Her logic is simple. If a band is raking it in, then they should put on a better show. If a band generates less money, then the audience, and in this case the critic, should be expecting less, especially such things as pyrotechnics or visual screens. The amount of money a band makes is only one of the factors that play into the critical outcome. Others include the audience reaction at the show, the professionalism of the band and the overall atmosphere. “I try to take in how well the performance dominates the stage, and I always look for rapport with the audience,” says Liss. “The charisma of a band or performer can take over technical problems.”

She cites Winnipeg band The Weakerthans, whose songs tend to follow a simple three-chord pattern. She says that even though their songs are not complex, the band’s love for its music is apparent, and it stands out when they perform. In order to do her job properly as a reviewer, she must take in all facets of the act.

Perhaps most important for a critic, though, is to make sure that the audience reaction after the review is written doesn’t sway the writing. Knowing that fans will not react favourably to a review can be motivation to alter it, changing the review in favour of the reader. Rayner has experienced the anger of fans that are more than displeased with an unflattering review of their favourite band. “I have one standard and that’s to be honest,” he says. “I try to be open and up front. I mean, I’ve given good reviews to Savage Garden. But there’s always the fans that react badly to a harsh review.”

Rayner received death threats from Guns N’ Roses fans who didn’t like his review of their 2002 “reunion” concert, in which he described the touring unit as “a good cover band.” Amusingly, a sour Yanni review by Rayner also got the same reaction from fans. “When I go to a show, ultimately, it’s me, me, me, me, me,” says Rayner. “But you can’t just take cheap shots, you have to prove it. I personally believe that you have to assume an objective stance if you’re pursuing subjectivity. So it’s objective subjectivity or subjective objectivity, whichever.”

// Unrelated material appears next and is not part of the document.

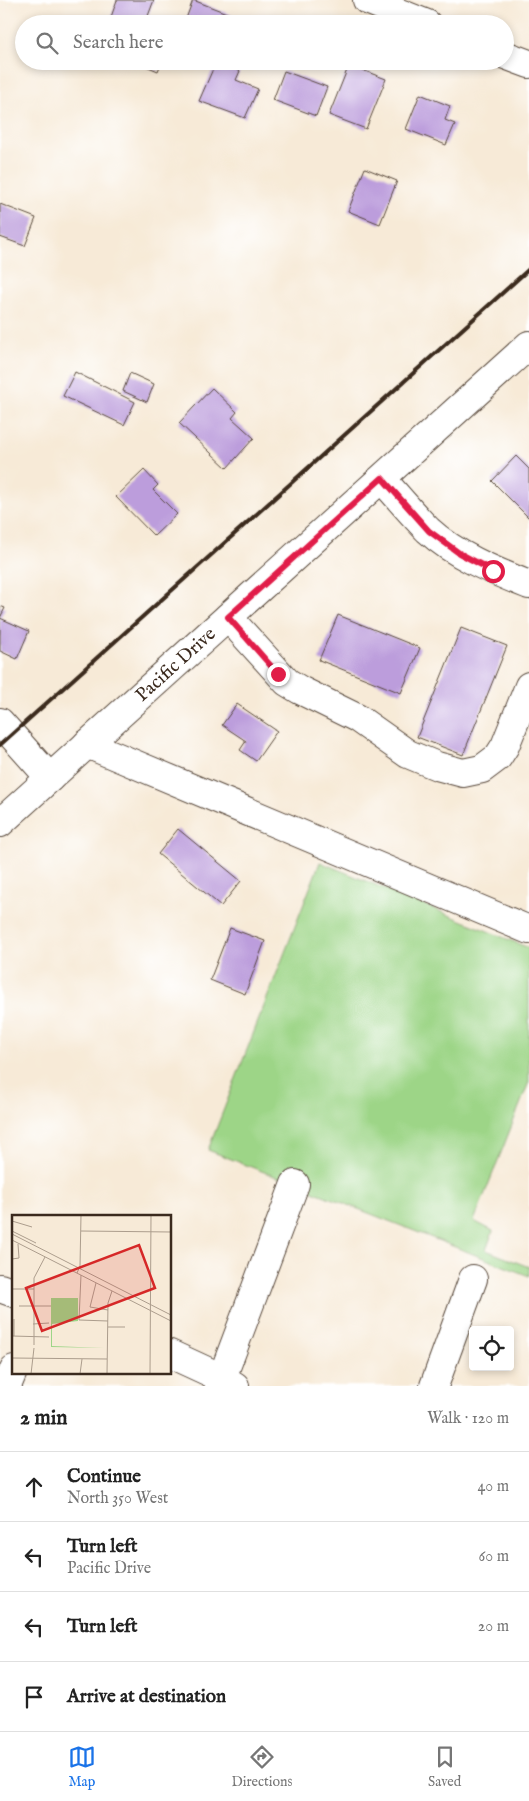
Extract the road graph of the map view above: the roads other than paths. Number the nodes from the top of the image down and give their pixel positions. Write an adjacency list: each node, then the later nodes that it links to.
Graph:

Green finds it hard to assume such a distanced stance. “Music strikes you on a personal level first, so yeah, personal opinion influences you.” He compares watching a band to forming a relationship with someone. “No matter what people say, the first thing you’re attracted to is looks, right?” he says. “It’s the same with music, you’re going to like something better if it suits your fancy.”

Even for the seasoned critic, it is common that mistakes in judgement are made when writing reviews. Several lesser factors sometimes influence the outcome of a review, like mood or events of the day. “There have been things I’ve published and thought twice about later on,” says Liss. “Sometimes I’m too positive about a performance, and then in retrospect I realize I didn’t like it as much. Or when I review a CD favourably and then go see the show, and they suck, I feel like I’ve been duped.”

Regardless of the band, genre or venue, writing a balanced critical review is not so much an impartial description as it is an individual conveying his or her own feelings about a performance. It seems that personal opinion is a necessary ingredient for well-rounded criticism, so long as it doesn’t render the objective voice completely silent. The last thing a reviewer wants is rabid Yo-Yo Ma fans breaking down the door.